SOURCE MATERIAL below:
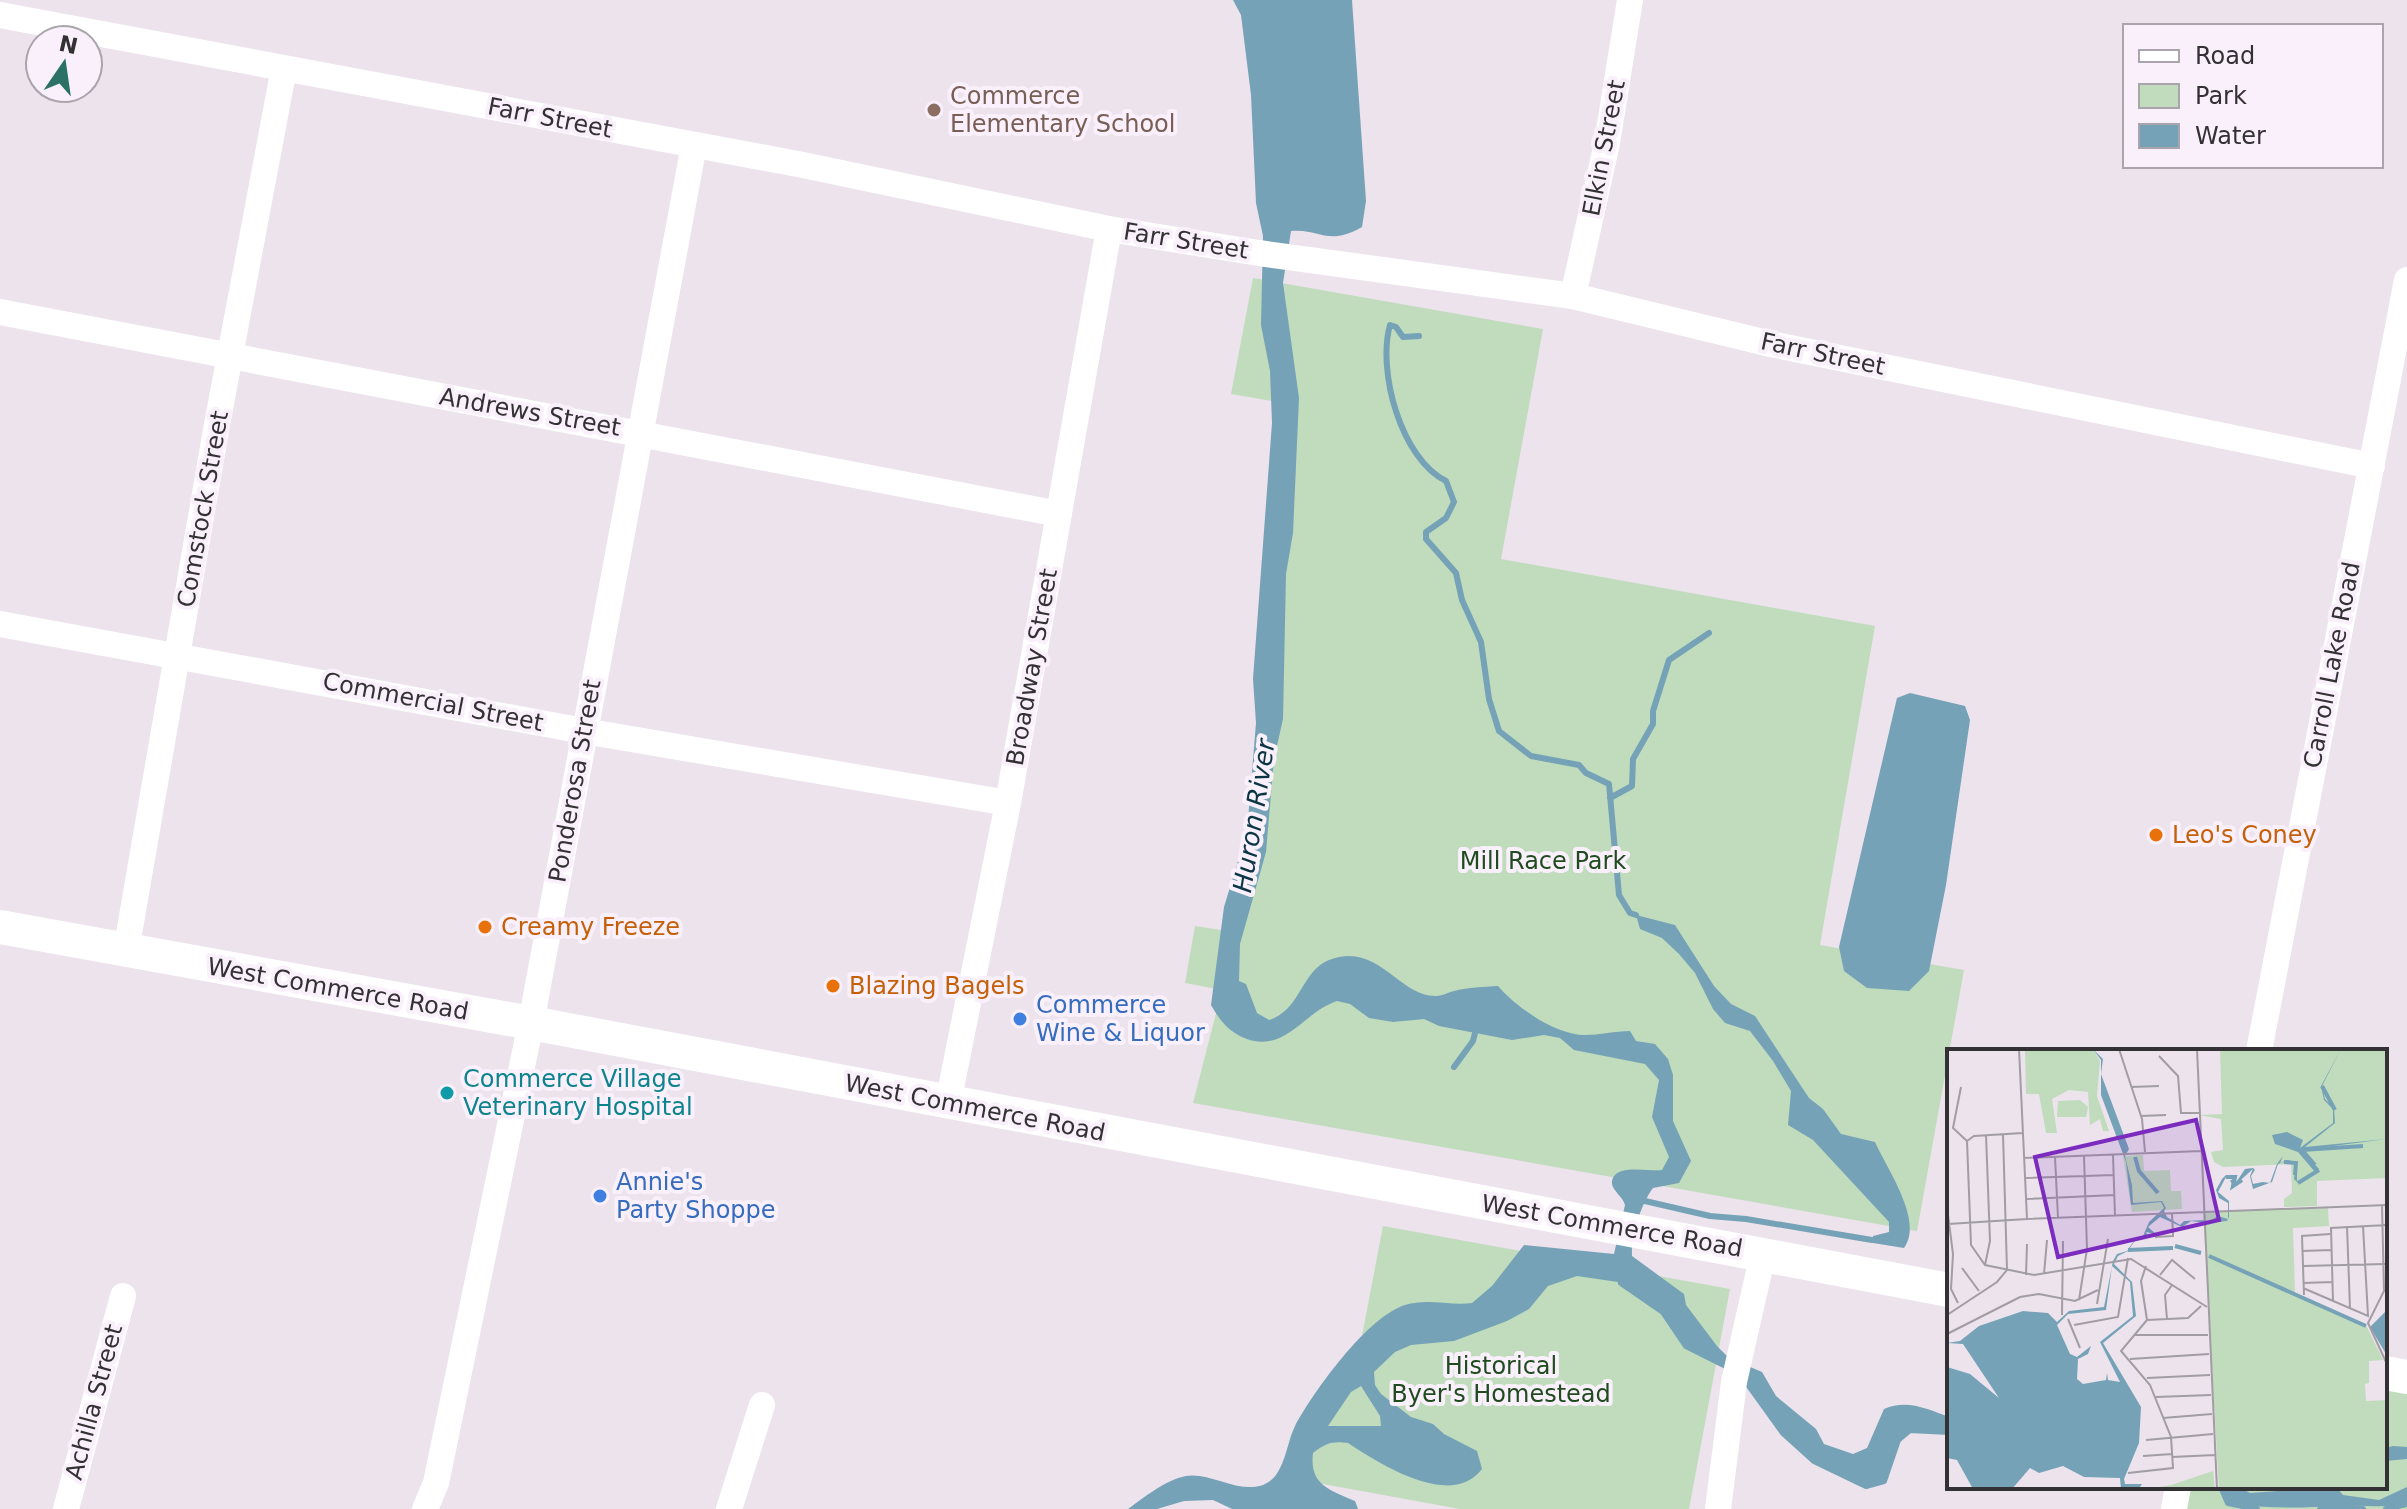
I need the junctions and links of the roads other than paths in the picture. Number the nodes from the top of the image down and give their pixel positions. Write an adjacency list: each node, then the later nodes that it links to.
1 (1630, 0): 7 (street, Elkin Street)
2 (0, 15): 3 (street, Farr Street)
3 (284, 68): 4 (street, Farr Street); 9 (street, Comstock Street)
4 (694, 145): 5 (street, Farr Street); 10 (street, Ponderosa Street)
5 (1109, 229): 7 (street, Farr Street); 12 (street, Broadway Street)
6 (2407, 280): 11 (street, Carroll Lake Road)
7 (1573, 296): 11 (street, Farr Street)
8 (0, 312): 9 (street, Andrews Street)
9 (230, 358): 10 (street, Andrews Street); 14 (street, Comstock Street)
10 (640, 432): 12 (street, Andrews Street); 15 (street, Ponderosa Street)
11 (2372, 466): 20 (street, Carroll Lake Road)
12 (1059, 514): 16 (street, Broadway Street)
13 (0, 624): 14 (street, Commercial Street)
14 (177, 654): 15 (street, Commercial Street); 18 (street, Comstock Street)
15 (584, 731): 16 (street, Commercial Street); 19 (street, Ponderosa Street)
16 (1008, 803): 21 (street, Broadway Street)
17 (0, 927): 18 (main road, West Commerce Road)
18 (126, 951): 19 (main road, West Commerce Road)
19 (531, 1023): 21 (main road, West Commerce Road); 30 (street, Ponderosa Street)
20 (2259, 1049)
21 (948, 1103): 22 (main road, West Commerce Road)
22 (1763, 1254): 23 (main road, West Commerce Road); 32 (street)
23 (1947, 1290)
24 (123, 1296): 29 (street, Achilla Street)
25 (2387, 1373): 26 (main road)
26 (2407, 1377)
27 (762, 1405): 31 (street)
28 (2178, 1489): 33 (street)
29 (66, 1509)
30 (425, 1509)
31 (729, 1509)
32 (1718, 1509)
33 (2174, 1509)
End of SOURCE MATERIAL.
* TASK TO COMPLETE
Leaving the pictures aside, repeat the data above exactly.

* EXERCISE SOLUTION
I need the junctions and links of the roads other than paths in the picture. Number the nodes from the top of the image down and give their pixel positions. Write an adjacency list: each node, then the later nodes that it links to.
1 (1630, 0): 7 (street, Elkin Street)
2 (0, 15): 3 (street, Farr Street)
3 (284, 68): 4 (street, Farr Street); 9 (street, Comstock Street)
4 (694, 145): 5 (street, Farr Street); 10 (street, Ponderosa Street)
5 (1109, 229): 7 (street, Farr Street); 12 (street, Broadway Street)
6 (2407, 280): 11 (street, Carroll Lake Road)
7 (1573, 296): 11 (street, Farr Street)
8 (0, 312): 9 (street, Andrews Street)
9 (230, 358): 10 (street, Andrews Street); 14 (street, Comstock Street)
10 (640, 432): 12 (street, Andrews Street); 15 (street, Ponderosa Street)
11 (2372, 466): 20 (street, Carroll Lake Road)
12 (1059, 514): 16 (street, Broadway Street)
13 (0, 624): 14 (street, Commercial Street)
14 (177, 654): 15 (street, Commercial Street); 18 (street, Comstock Street)
15 (584, 731): 16 (street, Commercial Street); 19 (street, Ponderosa Street)
16 (1008, 803): 21 (street, Broadway Street)
17 (0, 927): 18 (main road, West Commerce Road)
18 (126, 951): 19 (main road, West Commerce Road)
19 (531, 1023): 21 (main road, West Commerce Road); 30 (street, Ponderosa Street)
20 (2259, 1049)
21 (948, 1103): 22 (main road, West Commerce Road)
22 (1763, 1254): 23 (main road, West Commerce Road); 32 (street)
23 (1947, 1290)
24 (123, 1296): 29 (street, Achilla Street)
25 (2387, 1373): 26 (main road)
26 (2407, 1377)
27 (762, 1405): 31 (street)
28 (2178, 1489): 33 (street)
29 (66, 1509)
30 (425, 1509)
31 (729, 1509)
32 (1718, 1509)
33 (2174, 1509)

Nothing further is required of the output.